> [DATA TO EXAMINE]
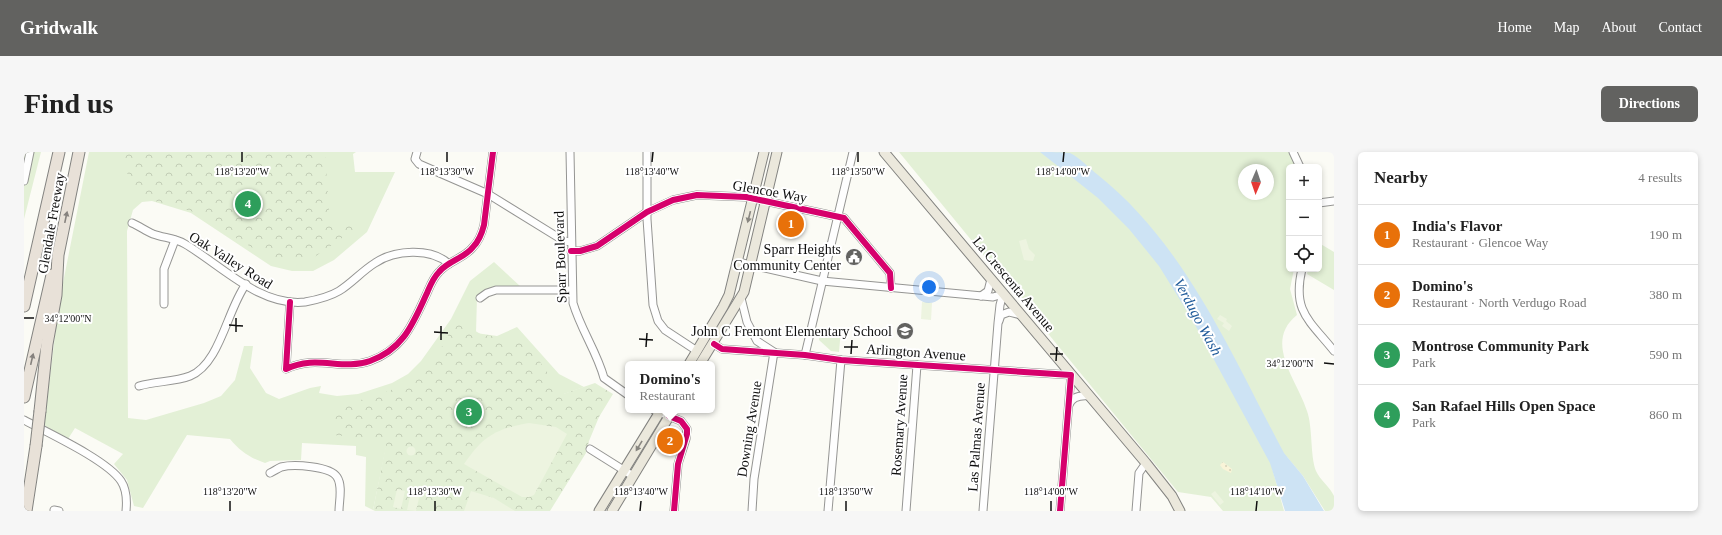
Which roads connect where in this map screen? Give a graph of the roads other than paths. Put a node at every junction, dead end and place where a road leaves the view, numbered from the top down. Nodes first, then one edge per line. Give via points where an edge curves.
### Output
1 (30, 152) edge
2 (58, 152) edge
3 (79, 152) edge
4 (493, 152) edge
5 (570, 152) edge
6 (647, 152) edge
7 (764, 152) edge
8 (777, 152) edge
9 (853, 152) edge
10 (884, 152) edge
11 (1293, 152) edge
12 (416, 156) edge
13 (1299, 164) edge
14 (24, 181) edge
15 (488, 194) junction
16 (754, 198) junction
17 (766, 201) junction
18 (1334, 201) edge
19 (1322, 203) edge
20 (647, 212) junction
21 (837, 217) junction
22 (43, 222) junction
23 (132, 223) dead end
24 (176, 240) junction
25 (571, 242) junction
26 (571, 251) junction
27 (58, 255) junction
28 (738, 262) junction
29 (449, 264) junction
30 (751, 265) junction
31 (24, 270) edge
32 (1301, 272) edge
33 (991, 279) junction
34 (822, 282) junction
35 (246, 284) junction
36 (891, 288) junction
37 (572, 290) junction
38 (1004, 294) junction
39 (981, 296) junction
40 (480, 298) dead end
41 (740, 298) junction
42 (290, 302) junction
43 (164, 304) dead end
44 (24, 306) edge
45 (1021, 315) junction
46 (998, 323) junction
47 (714, 344) junction
48 (697, 351) junction
49 (1334, 351) edge
50 (774, 352) junction
51 (805, 355) junction
52 (841, 360) junction
53 (691, 361) edge
54 (702, 361) edge
55 (1059, 361) junction
56 (917, 365) junction
57 (994, 369) junction
58 (1049, 373) junction
59 (1071, 375) junction
60 (139, 386) dead end
61 (625, 392) edge
62 (1090, 396) junction
63 (24, 397) edge
64 (1069, 405) junction
65 (657, 413) edge
66 (671, 413) edge
67 (24, 420) edge
68 (590, 448) dead end
69 (1146, 463) junction
70 (34, 466) junction
71 (624, 470) junction
72 (270, 473) dead end
73 (633, 476) junction
74 (26, 511) edge
75 (33, 511) edge
76 (126, 511) edge
77 (339, 511) edge
78 (599, 511) edge
79 (612, 511) edge
80 (674, 511) edge
81 (752, 511) edge
82 (828, 511) edge
83 (906, 511) edge
84 (983, 511) edge
85 (1060, 511) edge
86 (1136, 511) edge
87 (1180, 511) edge

1 - 14 street
2 - 22 highway, Glendale Freeway
27 -> 3 highway, Glendale Freeway
4 - 15 street
5 - 25 street, Sparr Boulevard
6 - 20 street
7 - 16 main road
8 - 17 main road
9 - 21 street
10 - 33 main road, La Crescenta Avenue
11 - 13 street
12 - 15 street via 419,164
15 - 25 street via 564,241
15 - 29 street via 480,236 473,248
16 - 17 street, Glencoe Way
16 - 20 street, Glencoe Way via 697,195 673,200
16 -> 28 main road
17 - 21 street, Glencoe Way
17 - 30 main road
18 - 19 street
20 - 26 street, Glencoe Way via 597,246
20 - 48 street via 649,259 656,314 665,330
21 - 34 street
21 - 36 street, Glencoe Way via 846,220 890,273
22 - 31 highway
22 - 44 highway, Glendale Freeway
23 - 24 street, Oak Valley Road via 153,234
24 - 35 street, Oak Valley Road
24 - 43 street via 164,269
25 - 26 street, Sparr Boulevard
26 - 37 street, Sparr Boulevard
63 -> 27 highway
27 - 70 highway, Glendale Freeway, bridge via 56,295 47,344
28 - 30 street
28 - 48 main road via 729,294
29 - 42 street, Oak Valley Road via 442,258 430,254 399,254 375,263 346,287 333,294
29 - 42 street via 434,278 409,331 393,348 378,358 358,364 309,362 295,364 286,369
30 - 34 street
30 - 41 main road
32 - 49 street via 1298,286 1300,303
33 - 38 main road, La Crescenta Avenue
33 - 39 street via 988,291
34 - 36 street
34 - 51 street
35 - 42 street, Oak Valley Road via 267,297
35 - 60 street via 234,302 211,359 200,371 184,378
36 - 39 street
37 - 40 street via 496,290
37 - 61 street, Sparr Boulevard via 578,321 600,362 604,378
38 - 39 street via 993,297
38 - 45 main road, La Crescenta Avenue
38 - 46 street, Las Palmas Avenue
41 - 47 main road
41 - 50 street via 747,322 757,341
45 - 46 street via 1014,312 1005,313 1001,315
45 - 55 main road, La Crescenta Avenue
46 - 57 street, Las Palmas Avenue
47 - 50 street, Arlington Avenue via 722,349
47 - 54 main road
48 - 53 main road
50 - 51 street, Arlington Avenue
50 - 81 street, Downing Avenue via 754,479
51 - 52 street, Arlington Avenue
52 - 56 street, Arlington Avenue
52 - 82 street
55 - 58 street via 1054,371
55 - 59 main road, La Crescenta Avenue
56 - 57 street, Arlington Avenue
56 - 83 street, Rosemary Avenue
57 - 58 street, Arlington Avenue
57 - 84 street, Las Palmas Avenue
58 - 59 street, Arlington Avenue
59 - 62 main road, La Crescenta Avenue
59 - 64 street
62 - 64 street via 1076,397
62 - 69 main road, La Crescenta Avenue
64 - 85 street
65 -> 71 main road
66 - 73 main road
66 - 80 street via 687,429 678,464
67 - 76 street via 114,473 126,492
68 - 71 street
69 - 86 street via 1139,473
69 - 87 main road, La Crescenta Avenue via 1172,496
70 - 74 highway
70 - 75 highway
71 - 73 street
71 - 78 main road
72 - 77 street via 286,466 331,470 340,485
73 - 79 main road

> [TO DO] Full copy, no pictures: write out each line of the data exactly as it stands.

> [OUTPUT OF THE EXERCISE]
Which roads connect where in this map screen? Give a graph of the roads other than paths. Put a node at every junction, dead end and place where a road leaves the view, numbered from the top down. Nodes first, then one edge per line. Give via points where an edge curves.
### Output
1 (30, 152) edge
2 (58, 152) edge
3 (79, 152) edge
4 (493, 152) edge
5 (570, 152) edge
6 (647, 152) edge
7 (764, 152) edge
8 (777, 152) edge
9 (853, 152) edge
10 (884, 152) edge
11 (1293, 152) edge
12 (416, 156) edge
13 (1299, 164) edge
14 (24, 181) edge
15 (488, 194) junction
16 (754, 198) junction
17 (766, 201) junction
18 (1334, 201) edge
19 (1322, 203) edge
20 (647, 212) junction
21 (837, 217) junction
22 (43, 222) junction
23 (132, 223) dead end
24 (176, 240) junction
25 (571, 242) junction
26 (571, 251) junction
27 (58, 255) junction
28 (738, 262) junction
29 (449, 264) junction
30 (751, 265) junction
31 (24, 270) edge
32 (1301, 272) edge
33 (991, 279) junction
34 (822, 282) junction
35 (246, 284) junction
36 (891, 288) junction
37 (572, 290) junction
38 (1004, 294) junction
39 (981, 296) junction
40 (480, 298) dead end
41 (740, 298) junction
42 (290, 302) junction
43 (164, 304) dead end
44 (24, 306) edge
45 (1021, 315) junction
46 (998, 323) junction
47 (714, 344) junction
48 (697, 351) junction
49 (1334, 351) edge
50 (774, 352) junction
51 (805, 355) junction
52 (841, 360) junction
53 (691, 361) edge
54 (702, 361) edge
55 (1059, 361) junction
56 (917, 365) junction
57 (994, 369) junction
58 (1049, 373) junction
59 (1071, 375) junction
60 (139, 386) dead end
61 (625, 392) edge
62 (1090, 396) junction
63 (24, 397) edge
64 (1069, 405) junction
65 (657, 413) edge
66 (671, 413) edge
67 (24, 420) edge
68 (590, 448) dead end
69 (1146, 463) junction
70 (34, 466) junction
71 (624, 470) junction
72 (270, 473) dead end
73 (633, 476) junction
74 (26, 511) edge
75 (33, 511) edge
76 (126, 511) edge
77 (339, 511) edge
78 (599, 511) edge
79 (612, 511) edge
80 (674, 511) edge
81 (752, 511) edge
82 (828, 511) edge
83 (906, 511) edge
84 (983, 511) edge
85 (1060, 511) edge
86 (1136, 511) edge
87 (1180, 511) edge

1 - 14 street
2 - 22 highway, Glendale Freeway
27 -> 3 highway, Glendale Freeway
4 - 15 street
5 - 25 street, Sparr Boulevard
6 - 20 street
7 - 16 main road
8 - 17 main road
9 - 21 street
10 - 33 main road, La Crescenta Avenue
11 - 13 street
12 - 15 street via 419,164
15 - 25 street via 564,241
15 - 29 street via 480,236 473,248
16 - 17 street, Glencoe Way
16 - 20 street, Glencoe Way via 697,195 673,200
16 -> 28 main road
17 - 21 street, Glencoe Way
17 - 30 main road
18 - 19 street
20 - 26 street, Glencoe Way via 597,246
20 - 48 street via 649,259 656,314 665,330
21 - 34 street
21 - 36 street, Glencoe Way via 846,220 890,273
22 - 31 highway
22 - 44 highway, Glendale Freeway
23 - 24 street, Oak Valley Road via 153,234
24 - 35 street, Oak Valley Road
24 - 43 street via 164,269
25 - 26 street, Sparr Boulevard
26 - 37 street, Sparr Boulevard
63 -> 27 highway
27 - 70 highway, Glendale Freeway, bridge via 56,295 47,344
28 - 30 street
28 - 48 main road via 729,294
29 - 42 street, Oak Valley Road via 442,258 430,254 399,254 375,263 346,287 333,294
29 - 42 street via 434,278 409,331 393,348 378,358 358,364 309,362 295,364 286,369
30 - 34 street
30 - 41 main road
32 - 49 street via 1298,286 1300,303
33 - 38 main road, La Crescenta Avenue
33 - 39 street via 988,291
34 - 36 street
34 - 51 street
35 - 42 street, Oak Valley Road via 267,297
35 - 60 street via 234,302 211,359 200,371 184,378
36 - 39 street
37 - 40 street via 496,290
37 - 61 street, Sparr Boulevard via 578,321 600,362 604,378
38 - 39 street via 993,297
38 - 45 main road, La Crescenta Avenue
38 - 46 street, Las Palmas Avenue
41 - 47 main road
41 - 50 street via 747,322 757,341
45 - 46 street via 1014,312 1005,313 1001,315
45 - 55 main road, La Crescenta Avenue
46 - 57 street, Las Palmas Avenue
47 - 50 street, Arlington Avenue via 722,349
47 - 54 main road
48 - 53 main road
50 - 51 street, Arlington Avenue
50 - 81 street, Downing Avenue via 754,479
51 - 52 street, Arlington Avenue
52 - 56 street, Arlington Avenue
52 - 82 street
55 - 58 street via 1054,371
55 - 59 main road, La Crescenta Avenue
56 - 57 street, Arlington Avenue
56 - 83 street, Rosemary Avenue
57 - 58 street, Arlington Avenue
57 - 84 street, Las Palmas Avenue
58 - 59 street, Arlington Avenue
59 - 62 main road, La Crescenta Avenue
59 - 64 street
62 - 64 street via 1076,397
62 - 69 main road, La Crescenta Avenue
64 - 85 street
65 -> 71 main road
66 - 73 main road
66 - 80 street via 687,429 678,464
67 - 76 street via 114,473 126,492
68 - 71 street
69 - 86 street via 1139,473
69 - 87 main road, La Crescenta Avenue via 1172,496
70 - 74 highway
70 - 75 highway
71 - 73 street
71 - 78 main road
72 - 77 street via 286,466 331,470 340,485
73 - 79 main road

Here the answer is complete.